Y así fue Bilbo expulsado del parapeto, y con nada a cambio de sus apuros, excepto la armadura que Thorin ya le había dado. Más de uno de los enanos sintió vergüenza y lástima cuando vio partir a Bilbo.

—¡Adiós! —les gritó—. ¡Quizá nos encontremos otra vez como amigos!

—¡Fuera! —gritó Thorin—. Llevas contigo una malla tejida por mi pueblo y es demasiado buena para ti. No se la puede atravesar con flechas; pero si no te das prisa, te pincharé esos pies miserables. ¡De modo que apresúrate!

—No tan rápido —dijo Bardo—. Te damos tiempo hasta mañana. Regresaremos a la hora del mediodía y veremos si has traído la parte del tesoro que hemos de cambiar por la Piedra. Si en esto no nos engañas, entonces partiremos y el ejército elfo retornará al Bosque. Mientras tanto, ¡adiós!

Con eso, volvieron al campamento; mientras Thorin envió por Roäc correos a Dain, diciendo lo que había sucedido e instándole a que viniese con una rapidez cautelosa.





Pasó aquel día y la noche. A la mañana siguiente, el viento cambió al Oeste, y el aire estaba oscuro y tenebroso. Era aún temprano cuando se oyó un grito en el campamento. Llegaron mensajeros a informar que una hueste de enanos había aparecido en la estribación oriental de la Montaña y que ahora se apresuraba hacia Valle. Dain había venido. Había corrido toda la noche, y de este modo había llegado sobre ellos más pronto de lo que habían esperado. Todos los enanos de la tropa estaban ataviados con cotas de malla de acero que les llegaban a las rodillas; y unas calzas de metal fino y flexible, tejido con un procedimiento secreto que sólo la gente de Dain conocía, les cubrían las piernas. Los enanos son sumamente fuertes para su talla, pero la mayoría de éstos eran fuertes aun entre los enanos. En las batallas empuñaban pesados azadones que se manejaban con las dos manos; además, todos tenían al costado una espada ancha y corta, y un escudo redondo les colgaba en la espalda. Llevaban la barba partida y trenzada, sujeta al cinturón. Las viseras eran de hierro, lo mismo que el calzado; y las caras eran todas sombrías.

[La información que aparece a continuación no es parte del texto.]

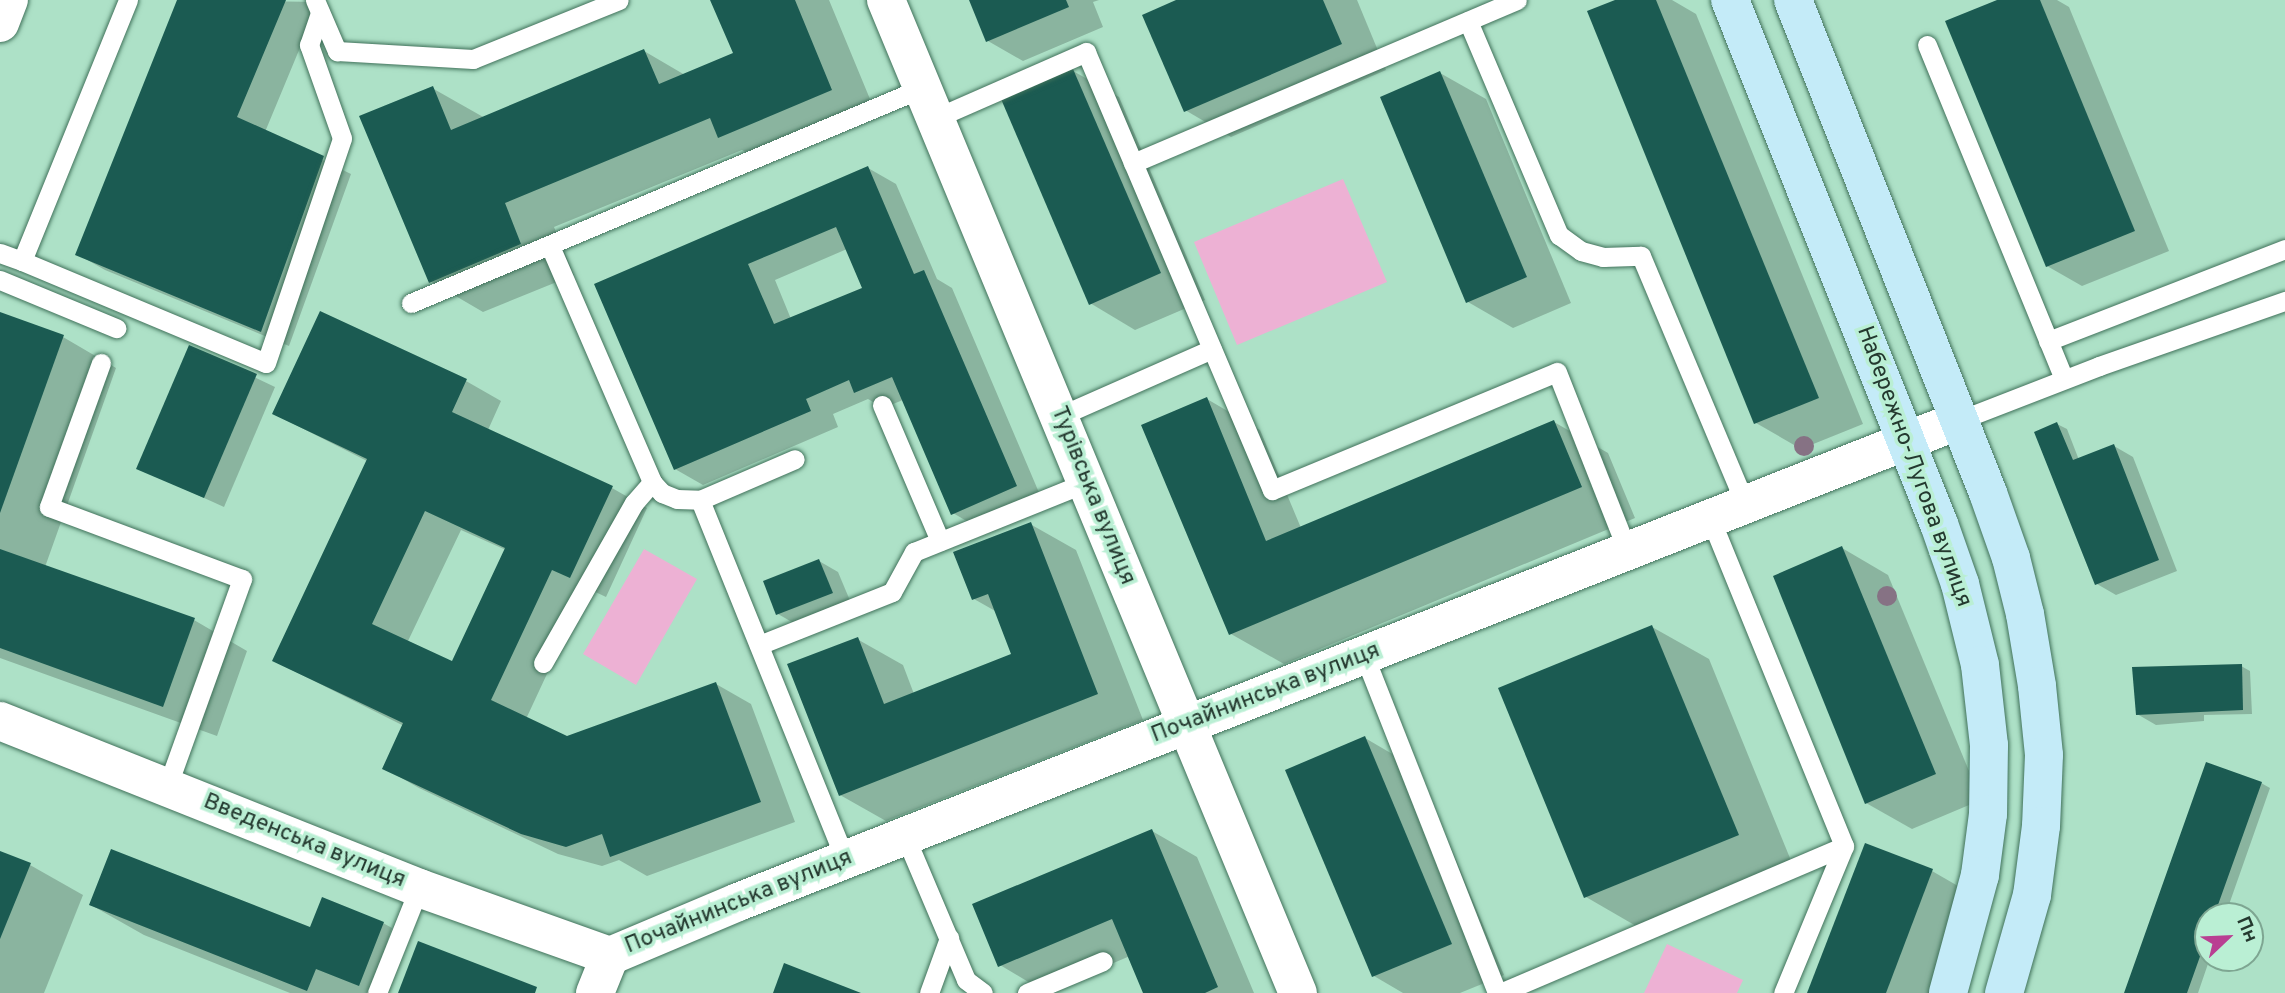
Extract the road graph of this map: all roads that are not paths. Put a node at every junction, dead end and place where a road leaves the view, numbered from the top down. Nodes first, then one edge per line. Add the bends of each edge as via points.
1 (9, 0) edge
2 (128, 0) edge
3 (619, 0) edge
4 (887, 0) edge
5 (1517, 0) edge
6 (1730, 0) edge
7 (1795, 0) edge
8 (318, 7) edge
9 (1468, 21) junction
10 (0, 23) edge
11 (1927, 44) dead end
12 (929, 103) junction
13 (1133, 163) junction
14 (550, 246) junction
15 (2285, 249) edge
16 (0, 253) edge
17 (22, 261) junction
18 (0, 280) edge
19 (2285, 301) edge
20 (411, 303) dead end
21 (116, 328) dead end
22 (2048, 341) junction
23 (1212, 349) junction
24 (101, 363) dead end
25 (2064, 379) junction
26 (881, 405) dead end
27 (1060, 416) junction
28 (1960, 420) junction
29 (1907, 441) junction
30 (795, 458) dead end
31 (652, 482) junction
32 (1087, 482) junction
33 (701, 500) junction
34 (1746, 506) junction
35 (1711, 520) junction
36 (940, 541) junction
37 (1628, 552) junction
38 (759, 645) junction
39 (1364, 655) junction
40 (543, 663) dead end
41 (0, 721) edge
42 (1185, 726) junction
43 (167, 787) junction
44 (905, 835) junction
45 (1844, 846) junction
46 (845, 859) junction
47 (419, 888) junction
48 (948, 938) junction
49 (611, 956) junction
50 (1103, 961) dead end
51 (377, 993) edge
52 (595, 993) edge
53 (929, 993) edge
54 (983, 993) edge
55 (1027, 993) edge
56 (1298, 993) edge
57 (1499, 993) edge
58 (1783, 993) edge
59 (1948, 993) edge
60 (2004, 993) edge

1 - 10 street
2 - 17 lane
3 - 8 lane via 473,59 337,51
4 - 12 street, Турівська вулиця
5 - 9 lane
6 - 29 main road, Набережно-Лугова вулиця
7 - 28 main road
8 - 17 lane via 309,46 342,138 266,363
9 - 13 lane
9 - 34 lane via 1559,235 1581,251 1604,257 1641,256
11 - 22 lane
12 - 13 lane via 1086,52
12 - 14 lane
12 - 27 street, Турівська вулиця
13 - 23 lane
14 - 20 lane
14 - 31 lane
15 - 22 lane
16 - 17 lane
18 - 21 lane
19 - 25 lane
22 - 25 lane
23 - 27 lane
23 - 37 lane via 1272,490 1557,372
24 - 43 lane via 49,508 242,579
25 - 28 lane
26 - 36 lane
27 - 32 street, Турівська вулиця
28 - 29 street, Почайнинська вулиця
28 - 60 main road via 2011,558 2037,687 2044,755 2032,895
29 - 34 street, Почайнинська вулиця
29 - 59 main road, Набережно-Лугова вулиця via 1960,584 1980,665 1989,745 1988,814 1980,875
30 - 33 lane
31 - 33 lane via 677,499
31 - 40 lane via 634,503
32 - 36 lane
32 - 42 street, Турівська вулиця
33 - 38 lane
34 - 35 street, Почайнинська вулиця
35 - 37 street, Почайнинська вулиця
35 - 45 lane
36 - 38 lane via 914,552 892,592
37 - 39 street, Почайнинська вулиця
38 - 46 lane
39 - 42 street, Почайнинська вулиця
39 - 57 lane
41 - 43 street, Введенська вулиця
42 - 44 street, Почайнинська вулиця
42 - 56 street, Турівська вулиця
43 - 47 street, Введенська вулиця
44 - 46 street, Почайнинська вулиця
44 - 48 lane
45 - 57 lane
45 - 58 lane
46 - 49 street, Почайнинська вулиця
47 - 49 street, Введенська вулиця
47 - 51 lane
48 - 53 lane
48 - 54 lane via 966,980
49 - 52 street, Почайнинська вулиця
50 - 55 lane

Las trompetas llamaron a hombres y elfos a las armas. Pronto vieron a los enanos, que subían por el valle a buen paso. Se detuvieron entre el río y la estribación del este, pero unos pocos se adelantaron, cruzaron el río y se acercaron luego al campamento; allí depusieron las armas y alzaron las manos en señal de paz. Bardo salió a encontrarlos y fue Bilbo con él.

—Nos envía Dain hijo de Nain —dijeron cuando se les preguntó—. Corremos junto a nuestros parientes de la Montaña, pues hemos sabido que el reino de antaño se ha renovado. Pero ¿quiénes sois vosotros que acampáis en el llano como enemigos ante murallas defendidas? —Esto, naturalmente, en el lenguaje de entonces, cortés y bastante pasado de moda, significaba simplemente: «Aquí no tenéis nada que hacer. Vamos a seguir, o sea marchaos o pelearemos con vosotros». Se proponían seguir adelante, entre la Montaña y el recodo del agua, pues allí el terreno estrecho no parecía muy protegido.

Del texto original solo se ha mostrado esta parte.